Report urges changes to replace ageing farmers

Older farmers are being encouraged to retire and hand over farms to the younger generation under controversial recommendations in a new report.

The Future of Farming Review Report has called on the farming industry, charities and government to come together and consider practical actions to support ageing farmers to exit or retire.

The report, published on Tuesday (9 June), said direct payments under the CAP were offering older farmers continued payments, simply for occupying land.

Other factors encouraging farmers to remain in agriculture were included in the inheritance tax framework and tenancy succession laws where there is “no incentive to transfer the tenancy to a successor early”.

One recommendation would see tax legislation gradually introduced to make 100% agricultural property relief (APR) from inheritance tax unavailable to farmers occupying property after a certain age, say 70. At a similar age, the report also recommends tenants should be required to hand over the farm tenancy.

Lead author David Fursdon said: “If there is an APR restriction or a tenancy succession restriction at the age of 70, it would start to change behaviour. Farmers would think about succession planning a bit earlier.”

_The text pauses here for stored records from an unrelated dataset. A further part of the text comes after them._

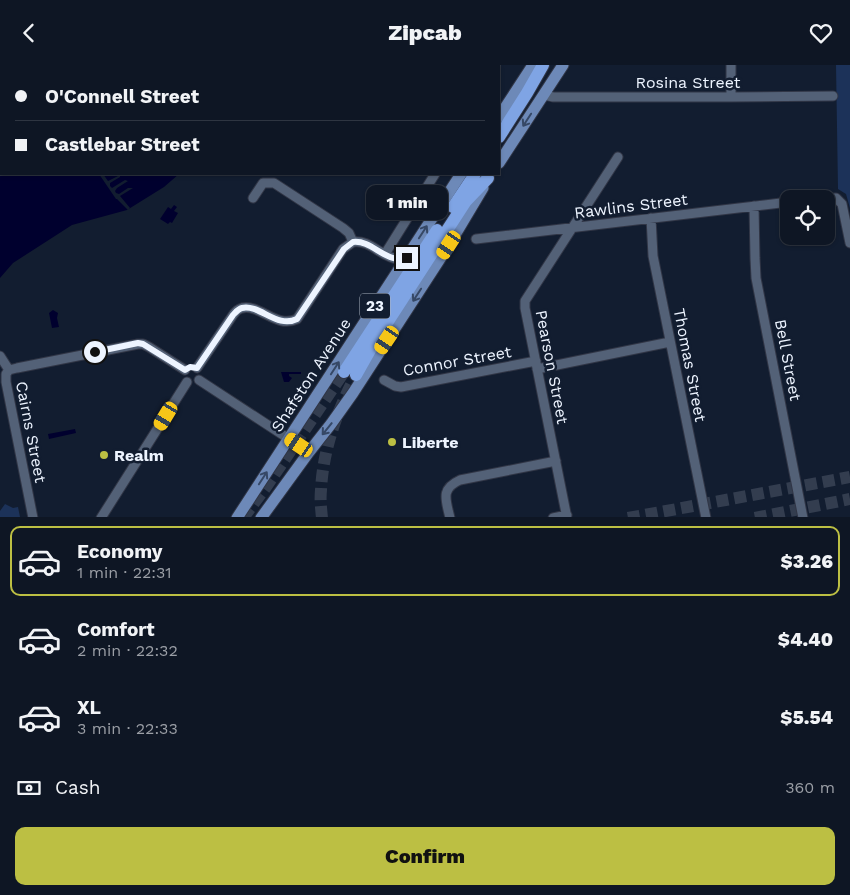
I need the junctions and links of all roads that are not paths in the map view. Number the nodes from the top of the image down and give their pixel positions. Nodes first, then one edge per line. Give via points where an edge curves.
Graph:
1 (533, 65) edge
2 (543, 65) edge
3 (563, 65) edge
4 (731, 65) edge
5 (544, 95) junction
6 (834, 95) dead end
7 (732, 97) junction
8 (500, 115) edge
9 (500, 135) edge
10 (618, 157) dead end
11 (500, 161) edge
12 (433, 175) edge
13 (460, 175) edge
14 (474, 175) edge
15 (490, 176) edge
16 (253, 198) dead end
17 (835, 198) edge
18 (780, 203) edge
19 (754, 206) junction
20 (651, 218) junction
21 (572, 228) junction
22 (476, 239) dead end
23 (353, 242) junction
24 (850, 243) edge
25 (385, 254) junction
26 (407, 258) junction
27 (670, 343) junction
28 (0, 355) edge
29 (536, 365) junction
30 (197, 368) junction
31 (9, 370) junction
32 (185, 370) junction
33 (199, 380) junction
34 (384, 380) dead end
35 (187, 382) junction
36 (289, 438) junction
37 (309, 452) junction
38 (556, 461) junction
39 (567, 516) edge
40 (32, 517) edge
41 (101, 517) edge
42 (237, 517) edge
43 (261, 517) edge
44 (450, 517) edge
45 (553, 517) edge
46 (706, 517) edge
47 (803, 517) edge

1 - 8 main road
2 - 9 highway
3 - 5 main road
4 - 7 street
5 - 7 street, Rosina Street
5 -> 11 main road
6 - 7 street, Rosina Street
10 - 21 street, Pearson Street
12 - 25 street
26 -> 13 main road, Shafston Avenue / 23
14 - 15 highway via 350,374 374,343 466,201
15 -> 37 main road, 23 via 368,369
16 - 23 street via 263,183 274,183 343,228
17 - 24 street via 842,204
18 - 19 street, Rawlins Street
19 - 20 street, Rawlins Street
19 - 47 street, Bell Street via 756,279
20 - 21 street, Rawlins Street
20 - 27 street, Thomas Street via 653,256
21 - 22 street, Rawlins Street
21 - 29 street, Pearson Street via 525,301
23 - 25 street via 363,242
23 - 30 street via 344,249 297,319 284,322 253,309 241,309 233,315
25 - 26 street via 397,259
36 -> 26 main road, Shafston Avenue / 23
27 - 29 street, Connor Street
27 - 46 street, Thomas Street
28 - 31 street, Cairns Street
29 - 34 street, Connor Street via 401,387
29 - 38 street, Pearson Street
30 - 32 street
30 - 33 street
31 - 32 street via 138,343
31 - 40 street, Cairns Street via 6,382
32 - 35 street
33 - 35 street
33 - 36 street
35 - 41 street
36 - 37 street
42 -> 36 main road, Shafston Avenue / 23
37 - 43 main road, 23
38 - 39 street, Pearson Street
38 - 44 street via 453,483 446,493
39 - 45 street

The recommendations will be passed to the Tenancy Reform Industry Group, a specialist body established by DEFRA, for review.

Farm minister David Heath will meet the review group in September to discuss the findings. Thereafter, he could suggest the government changes laws on agricultural holdings.

George Dunn, chief executive of the Tenant Farmers Association, said it was a “great shame” private landlords were taking a short-term view when letting land.

“They seem to have one eye on taxation and another on potential payments through the CAP rather than having both eyes fixed on a long-term approach which provides a viable entry or progression opportunity to an entrepreneurial individual,” he added.

But Carlton Collister, of tax adviser Landtax, felt the suggestions were “ageist”.

“Some farmers are very active well into their 80s. To draw a line on this at a set age is ageist. This is not a job, it is a way of life and if you take that away from a person it can accelerate the ageing process.”